• [Given records]:

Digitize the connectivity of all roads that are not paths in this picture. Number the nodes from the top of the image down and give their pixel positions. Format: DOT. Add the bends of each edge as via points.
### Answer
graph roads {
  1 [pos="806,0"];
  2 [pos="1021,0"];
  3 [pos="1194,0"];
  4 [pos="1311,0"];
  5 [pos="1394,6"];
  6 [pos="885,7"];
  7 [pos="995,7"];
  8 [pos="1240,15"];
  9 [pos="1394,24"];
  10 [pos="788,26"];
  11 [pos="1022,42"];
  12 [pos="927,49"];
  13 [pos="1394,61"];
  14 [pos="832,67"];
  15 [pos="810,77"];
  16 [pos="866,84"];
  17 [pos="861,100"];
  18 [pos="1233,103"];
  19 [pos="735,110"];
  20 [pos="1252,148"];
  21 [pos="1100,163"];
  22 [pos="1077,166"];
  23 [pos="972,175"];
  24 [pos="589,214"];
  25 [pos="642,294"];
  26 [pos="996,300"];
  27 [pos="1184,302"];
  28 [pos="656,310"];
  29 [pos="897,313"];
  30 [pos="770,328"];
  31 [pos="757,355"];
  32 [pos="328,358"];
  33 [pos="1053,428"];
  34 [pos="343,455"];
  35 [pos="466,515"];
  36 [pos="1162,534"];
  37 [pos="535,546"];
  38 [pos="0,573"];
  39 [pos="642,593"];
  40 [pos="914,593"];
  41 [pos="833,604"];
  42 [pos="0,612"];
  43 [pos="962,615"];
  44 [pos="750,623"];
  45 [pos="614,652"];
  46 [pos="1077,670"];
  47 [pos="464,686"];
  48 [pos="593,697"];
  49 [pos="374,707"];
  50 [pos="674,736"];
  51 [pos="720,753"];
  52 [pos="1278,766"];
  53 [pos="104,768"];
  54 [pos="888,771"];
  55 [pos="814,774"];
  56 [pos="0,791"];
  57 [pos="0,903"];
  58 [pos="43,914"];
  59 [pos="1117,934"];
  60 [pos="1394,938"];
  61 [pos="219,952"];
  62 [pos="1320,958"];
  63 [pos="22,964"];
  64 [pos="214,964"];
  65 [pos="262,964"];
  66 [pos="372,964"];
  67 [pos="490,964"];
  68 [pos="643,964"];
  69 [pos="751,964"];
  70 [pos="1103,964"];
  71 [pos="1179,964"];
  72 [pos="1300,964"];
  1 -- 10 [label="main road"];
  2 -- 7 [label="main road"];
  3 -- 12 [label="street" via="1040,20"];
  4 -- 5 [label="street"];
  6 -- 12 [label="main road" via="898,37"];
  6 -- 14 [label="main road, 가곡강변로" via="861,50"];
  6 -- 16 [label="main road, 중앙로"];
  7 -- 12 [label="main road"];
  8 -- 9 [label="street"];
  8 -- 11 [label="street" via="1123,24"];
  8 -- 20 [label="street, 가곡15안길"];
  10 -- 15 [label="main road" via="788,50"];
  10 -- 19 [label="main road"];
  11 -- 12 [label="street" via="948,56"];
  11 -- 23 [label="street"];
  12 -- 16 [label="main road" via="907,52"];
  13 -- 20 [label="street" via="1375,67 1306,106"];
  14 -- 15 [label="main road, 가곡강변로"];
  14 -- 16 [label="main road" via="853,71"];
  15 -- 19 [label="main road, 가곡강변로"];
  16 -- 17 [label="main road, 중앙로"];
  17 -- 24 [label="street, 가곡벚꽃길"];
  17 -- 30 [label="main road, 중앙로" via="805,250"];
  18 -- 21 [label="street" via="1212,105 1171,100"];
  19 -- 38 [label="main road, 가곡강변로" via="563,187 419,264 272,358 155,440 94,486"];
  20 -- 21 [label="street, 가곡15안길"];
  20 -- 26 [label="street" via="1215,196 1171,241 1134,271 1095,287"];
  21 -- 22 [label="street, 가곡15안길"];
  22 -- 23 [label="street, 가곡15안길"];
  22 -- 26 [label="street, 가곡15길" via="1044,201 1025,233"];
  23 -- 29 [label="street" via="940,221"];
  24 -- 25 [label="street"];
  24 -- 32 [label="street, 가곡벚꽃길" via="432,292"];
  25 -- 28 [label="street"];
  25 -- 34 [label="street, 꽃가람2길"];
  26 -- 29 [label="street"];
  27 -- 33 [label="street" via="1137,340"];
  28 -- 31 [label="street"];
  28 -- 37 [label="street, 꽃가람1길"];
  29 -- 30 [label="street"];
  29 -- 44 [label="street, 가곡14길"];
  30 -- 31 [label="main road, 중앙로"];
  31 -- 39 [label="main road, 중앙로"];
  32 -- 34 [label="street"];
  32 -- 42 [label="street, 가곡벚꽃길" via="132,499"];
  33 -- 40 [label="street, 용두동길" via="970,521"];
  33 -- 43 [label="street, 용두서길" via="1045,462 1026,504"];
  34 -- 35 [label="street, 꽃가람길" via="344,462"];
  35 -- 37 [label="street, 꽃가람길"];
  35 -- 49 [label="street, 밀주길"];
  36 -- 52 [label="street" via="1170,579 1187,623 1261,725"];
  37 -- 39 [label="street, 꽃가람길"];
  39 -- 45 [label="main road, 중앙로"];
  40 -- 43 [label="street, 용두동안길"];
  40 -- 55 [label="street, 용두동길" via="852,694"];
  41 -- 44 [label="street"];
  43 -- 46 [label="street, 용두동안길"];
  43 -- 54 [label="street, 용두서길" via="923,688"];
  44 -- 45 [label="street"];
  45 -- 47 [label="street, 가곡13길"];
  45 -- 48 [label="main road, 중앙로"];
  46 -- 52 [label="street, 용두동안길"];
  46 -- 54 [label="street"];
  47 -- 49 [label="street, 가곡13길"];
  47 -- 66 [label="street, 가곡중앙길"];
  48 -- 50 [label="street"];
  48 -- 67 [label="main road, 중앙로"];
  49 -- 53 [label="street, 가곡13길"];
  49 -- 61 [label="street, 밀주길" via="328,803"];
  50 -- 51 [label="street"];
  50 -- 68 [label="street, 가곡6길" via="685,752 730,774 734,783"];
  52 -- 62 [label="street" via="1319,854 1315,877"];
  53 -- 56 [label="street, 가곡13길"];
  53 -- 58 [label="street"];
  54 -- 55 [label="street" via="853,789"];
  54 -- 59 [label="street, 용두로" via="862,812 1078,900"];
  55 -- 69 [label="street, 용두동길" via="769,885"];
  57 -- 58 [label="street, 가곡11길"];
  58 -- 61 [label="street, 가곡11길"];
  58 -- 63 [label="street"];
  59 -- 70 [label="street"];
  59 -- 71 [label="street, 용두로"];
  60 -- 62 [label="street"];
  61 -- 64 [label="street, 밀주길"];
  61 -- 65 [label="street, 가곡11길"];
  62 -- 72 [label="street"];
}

• [Your objective]:
Read the entries and pick out all lines that include the word "가곡벚꽃길".

• [Solution below]:
  17 -- 24 [label="street, 가곡벚꽃길"];
  24 -- 32 [label="street, 가곡벚꽃길" via="432,292"];
  32 -- 42 [label="street, 가곡벚꽃길" via="132,499"];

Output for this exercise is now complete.